Return the lines below that carry the word "Louise".

**SUPPLIED DATA**

________

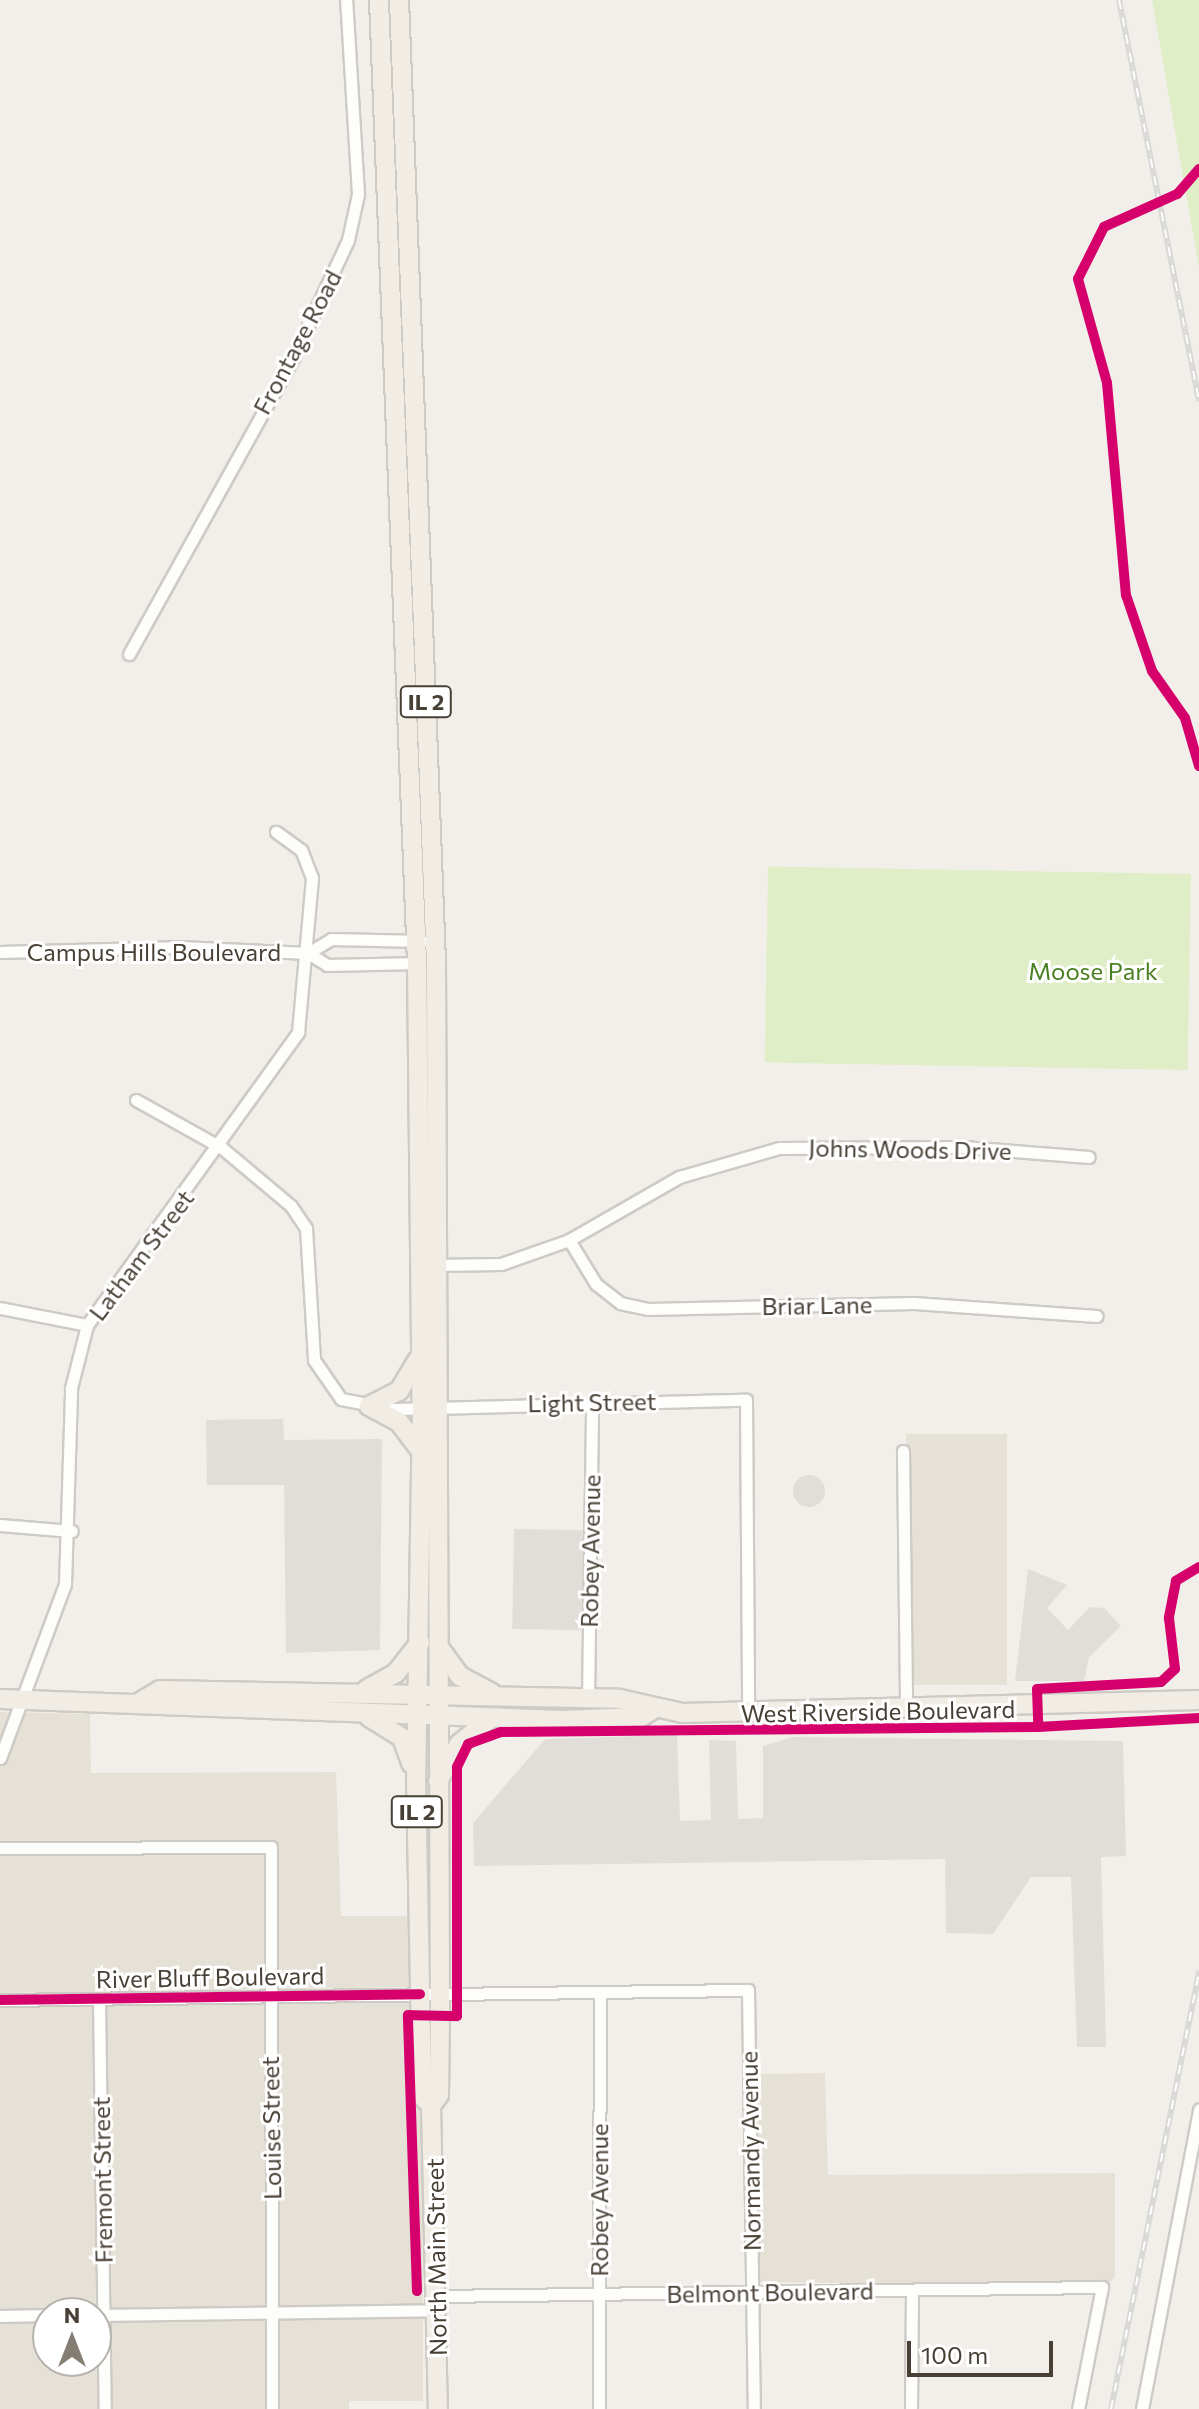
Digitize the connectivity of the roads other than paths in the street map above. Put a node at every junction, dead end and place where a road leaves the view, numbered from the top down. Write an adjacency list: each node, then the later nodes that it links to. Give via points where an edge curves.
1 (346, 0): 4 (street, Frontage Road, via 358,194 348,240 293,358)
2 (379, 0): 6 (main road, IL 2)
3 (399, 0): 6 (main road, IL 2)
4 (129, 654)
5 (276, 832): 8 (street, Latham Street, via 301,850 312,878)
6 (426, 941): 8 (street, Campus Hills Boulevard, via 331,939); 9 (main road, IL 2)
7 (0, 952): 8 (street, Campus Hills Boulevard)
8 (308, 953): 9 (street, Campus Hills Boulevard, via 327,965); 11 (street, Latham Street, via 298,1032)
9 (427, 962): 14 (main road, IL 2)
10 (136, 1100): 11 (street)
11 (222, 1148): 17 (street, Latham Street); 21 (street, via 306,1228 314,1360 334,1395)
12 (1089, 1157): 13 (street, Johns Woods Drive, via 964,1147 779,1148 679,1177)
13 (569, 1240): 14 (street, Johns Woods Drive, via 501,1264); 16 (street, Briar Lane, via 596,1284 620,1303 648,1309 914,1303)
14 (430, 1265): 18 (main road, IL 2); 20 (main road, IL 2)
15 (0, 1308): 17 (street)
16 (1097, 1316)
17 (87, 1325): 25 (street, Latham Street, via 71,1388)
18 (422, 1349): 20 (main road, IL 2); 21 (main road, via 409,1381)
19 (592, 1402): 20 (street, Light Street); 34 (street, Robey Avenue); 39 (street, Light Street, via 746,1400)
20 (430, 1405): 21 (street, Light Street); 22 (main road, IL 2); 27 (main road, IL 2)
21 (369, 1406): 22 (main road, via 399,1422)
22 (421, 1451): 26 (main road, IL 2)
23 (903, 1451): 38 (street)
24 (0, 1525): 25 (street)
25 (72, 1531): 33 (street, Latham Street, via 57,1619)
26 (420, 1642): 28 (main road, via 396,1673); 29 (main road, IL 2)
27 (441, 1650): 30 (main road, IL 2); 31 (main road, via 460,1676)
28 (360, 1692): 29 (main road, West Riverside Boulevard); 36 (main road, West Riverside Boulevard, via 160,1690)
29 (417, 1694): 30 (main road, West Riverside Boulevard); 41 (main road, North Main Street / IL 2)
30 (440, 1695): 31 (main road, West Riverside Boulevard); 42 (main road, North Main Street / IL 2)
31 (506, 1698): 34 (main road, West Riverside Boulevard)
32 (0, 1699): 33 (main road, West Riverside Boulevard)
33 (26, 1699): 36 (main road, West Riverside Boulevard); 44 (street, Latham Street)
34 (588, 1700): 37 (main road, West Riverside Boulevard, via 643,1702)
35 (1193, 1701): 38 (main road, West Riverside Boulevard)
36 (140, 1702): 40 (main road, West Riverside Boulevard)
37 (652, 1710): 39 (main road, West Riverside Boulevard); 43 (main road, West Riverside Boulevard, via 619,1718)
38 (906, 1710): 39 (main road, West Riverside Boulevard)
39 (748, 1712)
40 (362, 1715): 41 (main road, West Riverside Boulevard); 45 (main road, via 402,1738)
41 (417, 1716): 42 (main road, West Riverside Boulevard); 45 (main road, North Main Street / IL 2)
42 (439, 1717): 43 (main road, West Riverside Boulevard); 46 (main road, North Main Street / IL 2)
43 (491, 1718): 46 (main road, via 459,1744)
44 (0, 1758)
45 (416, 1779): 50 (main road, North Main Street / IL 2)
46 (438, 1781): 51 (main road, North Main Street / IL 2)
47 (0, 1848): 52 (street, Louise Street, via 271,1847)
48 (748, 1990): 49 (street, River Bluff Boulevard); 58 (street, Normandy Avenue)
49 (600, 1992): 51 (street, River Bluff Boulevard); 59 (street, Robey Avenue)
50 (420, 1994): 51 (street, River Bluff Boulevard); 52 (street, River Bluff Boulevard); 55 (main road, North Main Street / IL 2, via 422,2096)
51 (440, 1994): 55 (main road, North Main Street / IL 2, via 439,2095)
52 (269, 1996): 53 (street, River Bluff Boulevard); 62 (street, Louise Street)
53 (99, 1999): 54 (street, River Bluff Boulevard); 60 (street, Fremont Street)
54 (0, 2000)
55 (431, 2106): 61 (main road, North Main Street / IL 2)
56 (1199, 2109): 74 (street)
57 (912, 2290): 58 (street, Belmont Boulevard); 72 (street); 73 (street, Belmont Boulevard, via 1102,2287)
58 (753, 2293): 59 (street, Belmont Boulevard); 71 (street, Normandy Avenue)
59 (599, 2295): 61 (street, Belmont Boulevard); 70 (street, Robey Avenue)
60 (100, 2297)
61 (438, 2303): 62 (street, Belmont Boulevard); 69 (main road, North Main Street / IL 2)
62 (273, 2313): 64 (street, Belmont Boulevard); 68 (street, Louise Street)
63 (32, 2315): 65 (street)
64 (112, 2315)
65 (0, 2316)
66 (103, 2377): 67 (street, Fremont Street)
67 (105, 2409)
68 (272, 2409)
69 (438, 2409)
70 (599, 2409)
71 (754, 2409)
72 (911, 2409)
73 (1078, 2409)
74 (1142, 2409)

________

**WRITTEN REPLY**
47 (0, 1848): 52 (street, Louise Street, via 271,1847)
52 (269, 1996): 53 (street, River Bluff Boulevard); 62 (street, Louise Street)
62 (273, 2313): 64 (street, Belmont Boulevard); 68 (street, Louise Street)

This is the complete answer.